Composting 'scaremongering'??


Industrial scale composting is expanding quickly in the UK and across europe as alternatives to disposing of waste via landfill are explored more vigorously.

Composting is mainly done via open 'windrows' where piles of rotting vegetable matter are left in the open air and turned mechanically at regular intervals. Each turning releases vast clouds of fungals spores, principally Aspergillus fumigatus, an important human pathogen and allergen. Those clouds are rapidly dispersed into the air and diluted such that a safe distance from the composting site should be achievable.

How safe is this practice to both the workers at the composting site and to people living close by? Newspaper articles contend that composting is not yet carried out under completely safe conditions, a story based on a recent paper by Drew et.al. which found that risk analyses at most UK locations where composting is carried out were inadequate.
A rebuttal was issued by pro-composting groups here calling the newspaper stories 'scaremongering' and suggesting that living close to a composting site is no more a risk to health than a walk in the woods:
anyone who walks through a wood especially in the autumn will be exposed to higher levels of these spores than living near a compost site.

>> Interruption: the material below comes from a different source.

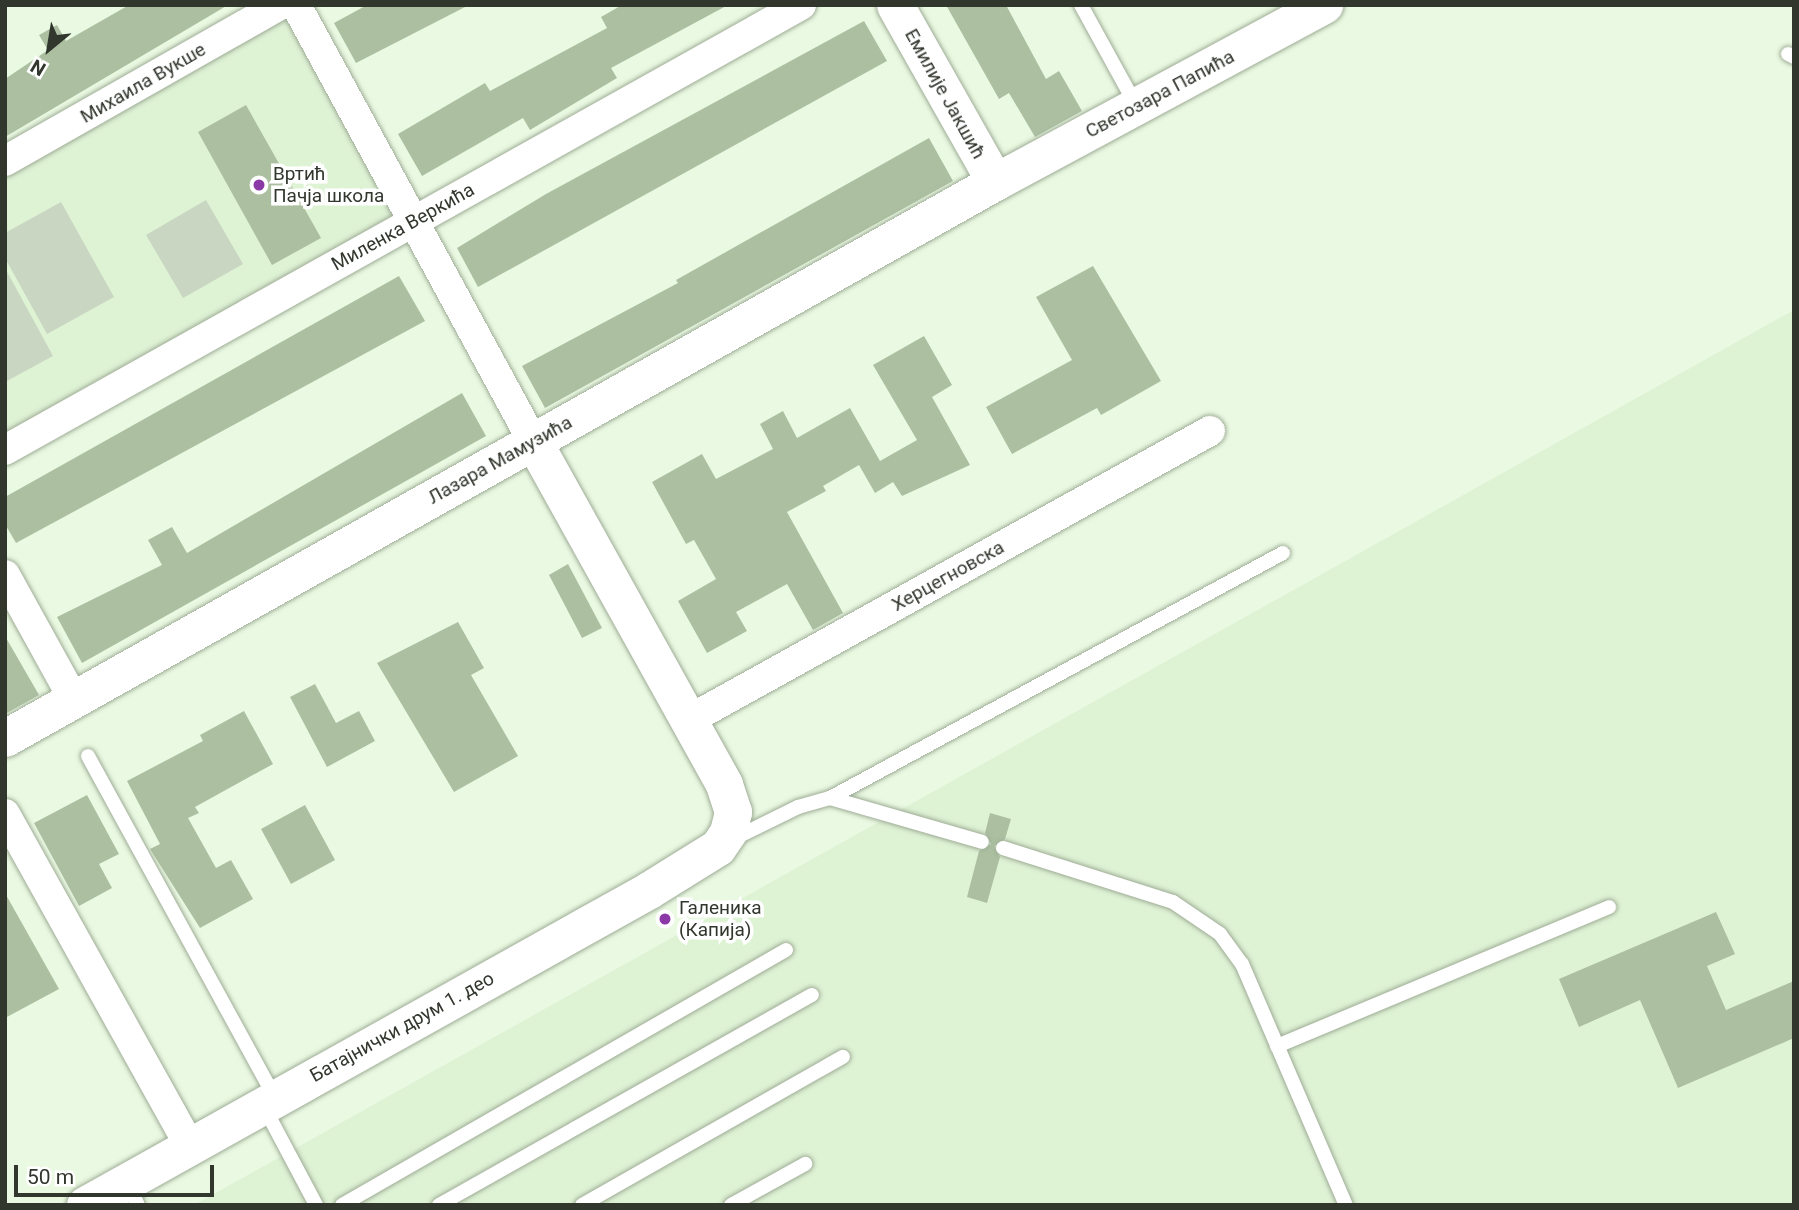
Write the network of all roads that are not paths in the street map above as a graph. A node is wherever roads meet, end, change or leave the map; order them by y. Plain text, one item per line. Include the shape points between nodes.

I would suggest that it is impossible or impractical to identify individuals who's health is at risk from breathing in fungal spores. Those individuals can include those with poor immune systems & asthmatics. That risk is probably increased if increased number of spores are breathed in therefore until it is possible to warn all people at risk a large margin for safety should be used when setting boundaries for minimising health risks. Risk analyses need to be of a consistently high standard.